После войны Егоров командовал войсками военных округов, был начальником Генерального штаба РККА.
В день своего пятидесятилетия он получил телеграмму от Сталина: «Выдающемуся полководцу гражданской войны, одному из организаторов Красной Армии на Южном и Юго-Западном фронтах, первому начальнику Генерального штаба РККА шлю в день его 50-летия большевистский привет.
Желаю вам, дорогой Александр Ильич, здоровья и сил на благо нашей родной Красной Армии, на страх ее врагам. Вспоминая проведенные вместе боевые дни на фронтах, — верю, что ваши военные знания и организаторские способности, и в дальнейшем будут с успехом служить на благо нашей Родины.
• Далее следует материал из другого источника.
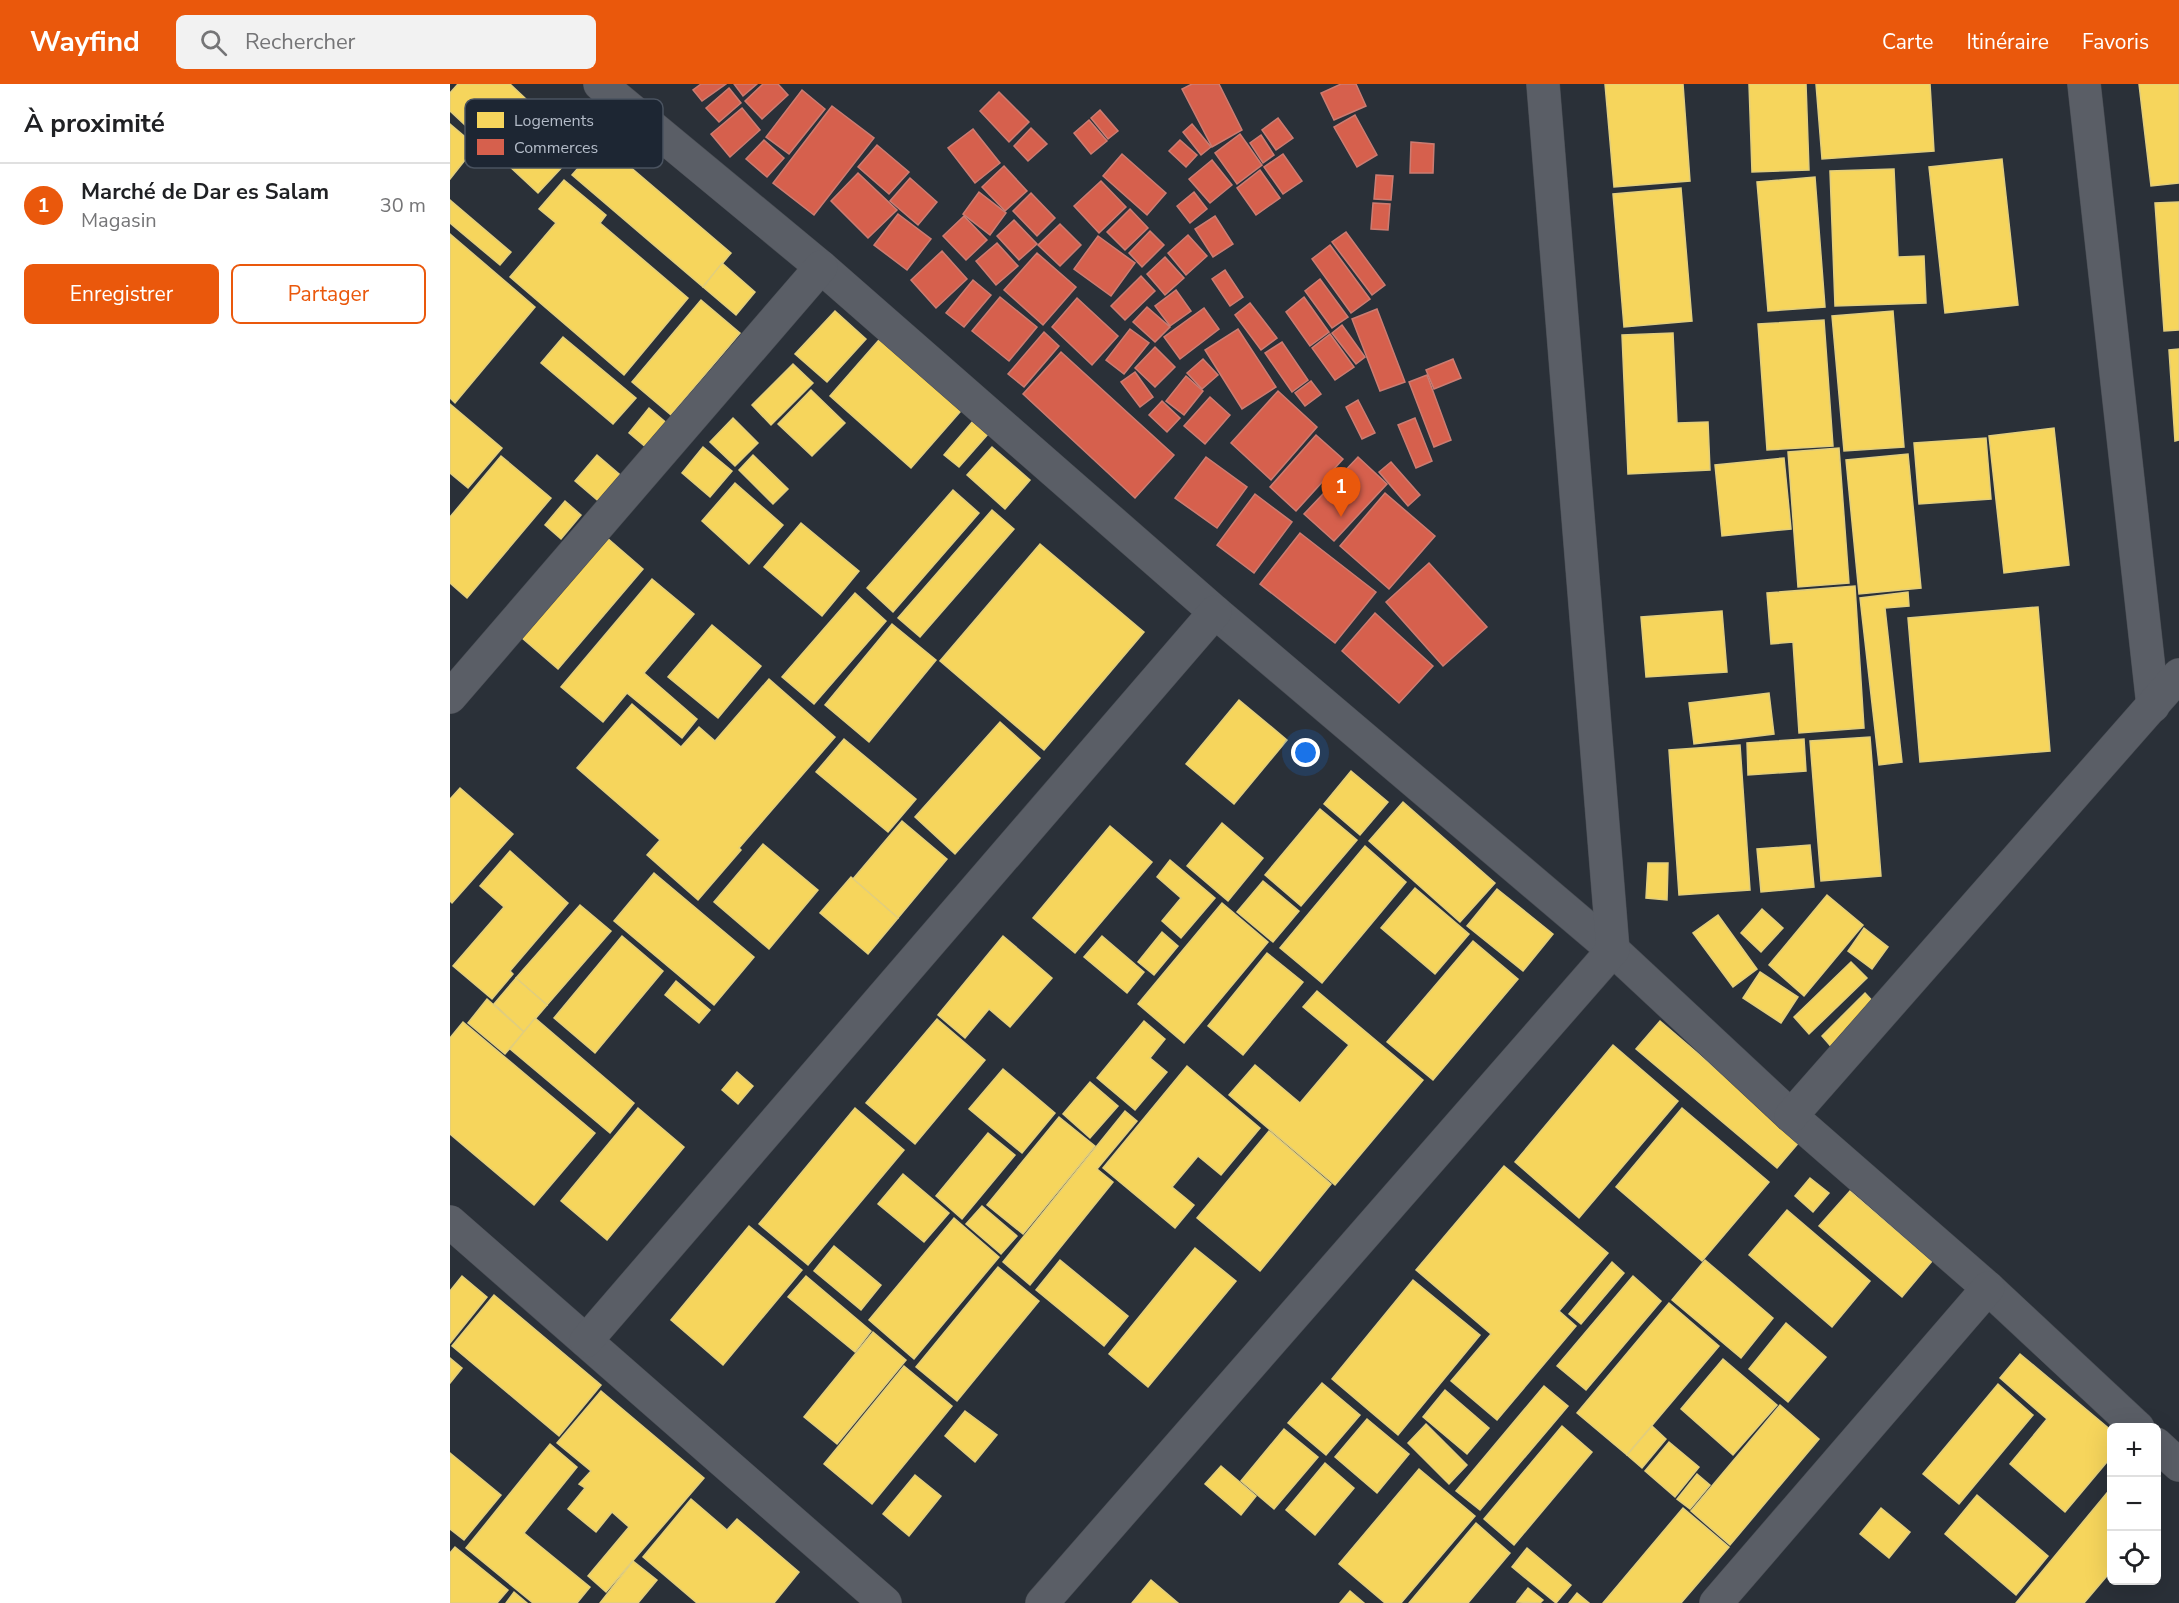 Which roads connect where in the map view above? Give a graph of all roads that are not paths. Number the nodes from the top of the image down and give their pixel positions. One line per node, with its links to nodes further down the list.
1 (600, 84): 4 (street)
2 (1543, 84): 11 (street)
3 (2084, 84): 10 (street)
4 (618, 99)
5 (663, 136): 6 (street)
6 (821, 267): 7 (street); 9 (street)
7 (1215, 612): 11 (street); 15 (street)
8 (2179, 675): 10 (street)
9 (450, 697)
10 (2152, 706): 12 (street)
11 (1613, 950): 12 (street); 20 (street)
12 (1791, 1116): 14 (street)
13 (450, 1222): 15 (street)
14 (1988, 1288): 16 (street); 21 (street)
15 (586, 1341): 19 (street)
16 (2133, 1423)
17 (2161, 1448): 18 (street)
18 (2179, 1465)
19 (885, 1603)
20 (1042, 1603)
21 (1716, 1603)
Крепко жму вашу руку. И. Сталин».
Но вот наступил 1937 год, и на стол генеральному секретарю легло иное письмо. Его писал преподаватель академии Генерального штаба РККА комбриг Жигура. «Я прошу, тов. Сталин, проверить деятельность маршала Егорова в бытность его начальником Генерального штаба РККА, так как он фактически несет ответственность за ошибки, допущенные в области подготовки оперативно-стратегического использования наших Вооруженных Сил и их организационной структуры.
Я политического прошлого и настоящего тов. Егорова не знаю, но его практическая деятельность, как начальника Генерального штаба, вызывает сомнения».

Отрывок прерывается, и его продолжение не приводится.